§ Task to carry out: Report the count of lines in the entries below that contain "富康大道", and leave out everything else.

━━━━━━

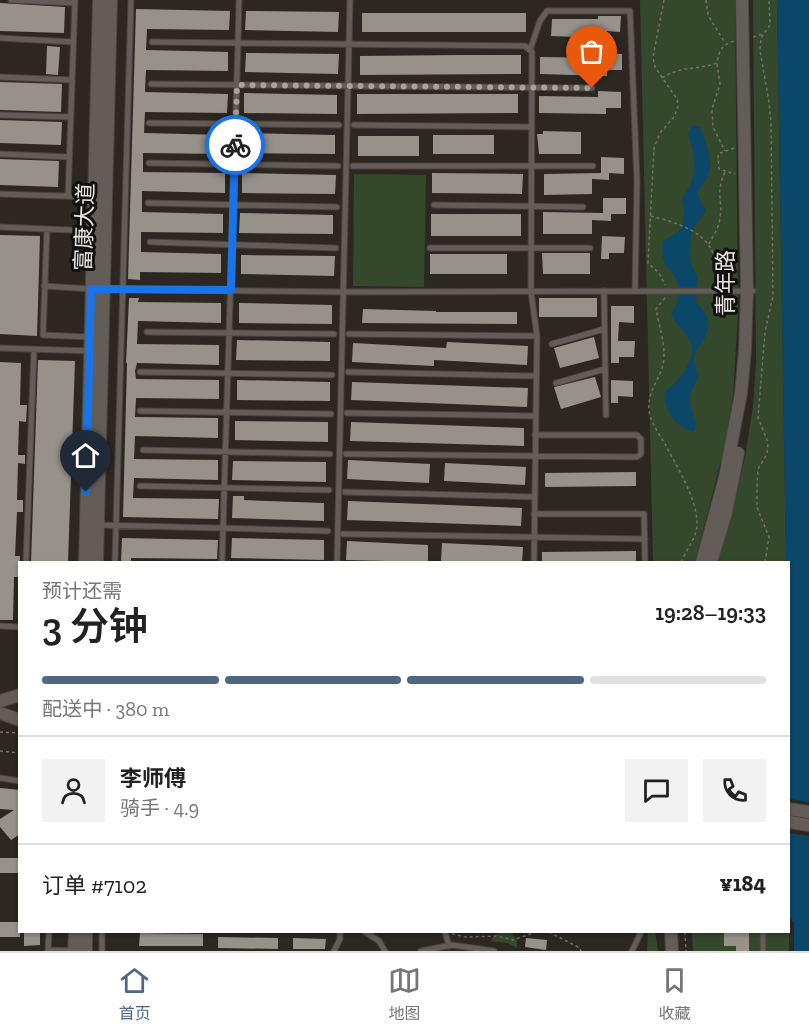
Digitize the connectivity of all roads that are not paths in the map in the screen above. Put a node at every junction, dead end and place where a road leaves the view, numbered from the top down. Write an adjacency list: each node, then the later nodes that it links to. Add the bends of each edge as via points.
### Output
1 (11, 0): 9 (lane)
2 (99, 0): 41 (street, 富康大道)
3 (111, 0): 50 (street, 富康大道)
4 (131, 0): 59 (lane)
5 (239, 0): 14 (lane)
6 (350, 0): 15 (lane)
7 (742, 0): 11 (street, 青年路)
8 (748, 0): 11 (street, 青年路)
9 (75, 1): 12 (lane)
10 (0, 38): 12 (lane)
11 (746, 38): 63 (street, 青年路)
12 (73, 42): 18 (lane)
13 (152, 42): 14 (lane)
14 (238, 44): 15 (lane); 20 (lane)
15 (349, 44): 16 (lane, via 525,46); 21 (lane)
16 (530, 50): 22 (lane); 62 (lane, via 547,11 630,11 637,181)
17 (0, 77): 18 (lane)
18 (72, 80): 25 (lane)
19 (151, 84): 20 (lane)
20 (237, 85): 21 (lane); 27 (lane)
21 (348, 87): 22 (lane); 64 (lane)
22 (532, 88): 23 (lane); 30 (lane)
23 (592, 88)
24 (0, 115): 25 (lane)
25 (71, 117): 32 (lane)
26 (149, 123): 27 (lane)
27 (236, 124): 28 (lane); 34 (lane)
28 (339, 125)
29 (354, 125): 30 (lane)
30 (531, 127): 38 (lane)
31 (0, 154): 32 (lane)
32 (69, 157): 40 (lane)
33 (149, 163): 34 (lane)
34 (235, 164): 35 (lane); 43 (lane)
35 (338, 166)
36 (353, 166): 38 (lane)
37 (593, 166): 38 (lane)
38 (531, 167): 45 (lane)
39 (0, 194): 40 (lane)
40 (68, 196): 41 (lane)
41 (93, 197): 50 (street, 富康大道)
42 (148, 203): 43 (lane)
43 (233, 205): 46 (lane); 52 (lane)
44 (434, 205): 45 (lane)
45 (531, 206): 47 (lane); 55 (lane)
46 (337, 207)
47 (583, 207)
48 (0, 227): 49 (lane)
49 (47, 229): 50 (lane); 57 (lane)
50 (99, 231): 58 (street, 富康大道)
51 (150, 242): 52 (lane)
52 (232, 245): 53 (lane); 60 (lane)
53 (336, 248)
54 (430, 248): 55 (lane)
55 (531, 248): 56 (lane); 65 (lane)
56 (590, 248)
57 (44, 286): 58 (lane); 72 (lane, via 43,335)
58 (97, 289): 59 (lane); 72 (street, 富康大道)
59 (123, 290): 60 (lane); 103 (lane)
60 (231, 290): 64 (lane); 68 (lane)
61 (603, 291): 62 (lane); 65 (lane); 66 (lane)
62 (635, 291): 63 (lane)
63 (750, 291): 117 (street, 青年路, via 741,393 725,477); 118 (street, 青年路, via 749,386 734,475)
64 (343, 292): 65 (lane); 114 (lane)
65 (531, 292): 71 (lane)
66 (604, 329): 73 (lane); 77 (lane)
67 (147, 332): 68 (lane)
68 (229, 333): 69 (lane); 80 (lane)
69 (333, 334)
70 (349, 334): 71 (lane)
71 (537, 336): 82 (lane)
72 (96, 338): 76 (street, 富康大道); 102 (street, 富康大道)
73 (552, 344)
74 (0, 348): 75 (lane)
75 (34, 350): 76 (lane); 109 (lane)
76 (90, 351): 110 (street, 富康大道)
77 (605, 369): 83 (lane); 88 (lane)
78 (140, 372): 80 (lane)
79 (348, 372): 82 (lane)
80 (228, 373): 81 (lane); 85 (lane)
81 (332, 375)
82 (536, 376): 89 (lane)
83 (556, 383)
84 (140, 411): 85 (lane)
85 (227, 412): 87 (lane); 92 (lane)
86 (347, 412): 89 (lane)
87 (331, 414)
88 (606, 415)
89 (536, 416): 90 (lane)
90 (535, 435): 95 (lane); 95 (lane, via 637,435 641,439 641,454)
91 (143, 450): 92 (lane)
92 (226, 452): 93 (lane); 97 (lane)
93 (330, 454)
94 (346, 454): 95 (lane)
95 (535, 457): 100 (lane)
96 (140, 486): 97 (lane)
97 (225, 488): 98 (lane); 104 (lane)
98 (329, 490)
99 (345, 492): 100 (lane)
100 (535, 496): 101 (lane)
101 (534, 514): 107 (lane); 108 (lane, via 645,514)
102 (98, 525): 103 (lane); 111 (street, 富康大道)
103 (116, 526): 104 (lane); 112 (lane)
104 (223, 529): 105 (lane); 113 (lane)
105 (328, 531)
106 (343, 534): 107 (lane)
107 (534, 538): 108 (lane); 115 (lane)
108 (645, 539): 116 (lane)
109 (26, 561)
110 (85, 561)
111 (97, 561)
112 (115, 561)
113 (222, 561)
114 (337, 561)
115 (534, 561)
116 (645, 561)
117 (702, 561)
118 (711, 561)
119 (0, 626): 120 (lane)
120 (18, 627)
121 (18, 693): 122 (street)
122 (0, 702): 123 (street)
123 (18, 705)
124 (0, 713): 125 (street); 126 (street)
125 (18, 715)
126 (18, 719)
127 (0, 778): 128 (lane)
128 (18, 781)
129 (790, 809): 130 (street)
130 (809, 812)
131 (790, 822): 132 (street)
132 (809, 825)
133 (49, 933): 145 (lane)
134 (75, 933): 146 (street)
135 (86, 933): 147 (street)
136 (102, 933): 148 (lane)
137 (340, 933): 149 (lane)
138 (367, 933): 150 (lane)
139 (445, 933): 144 (lane)
140 (641, 933): 153 (lane)
141 (671, 933): 154 (street)
142 (678, 933): 155 (street)
143 (763, 933): 156 (lane)
144 (449, 946): 151 (lane); 152 (lane)
145 (48, 951): 146 (lane)
146 (74, 951)
147 (86, 951)
148 (102, 951)
149 (334, 951)
150 (385, 951)
151 (421, 951)
152 (494, 951)
153 (632, 951)
154 (672, 951)
155 (679, 951)
156 (762, 951)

━━━━━━

§ Solved problem: 8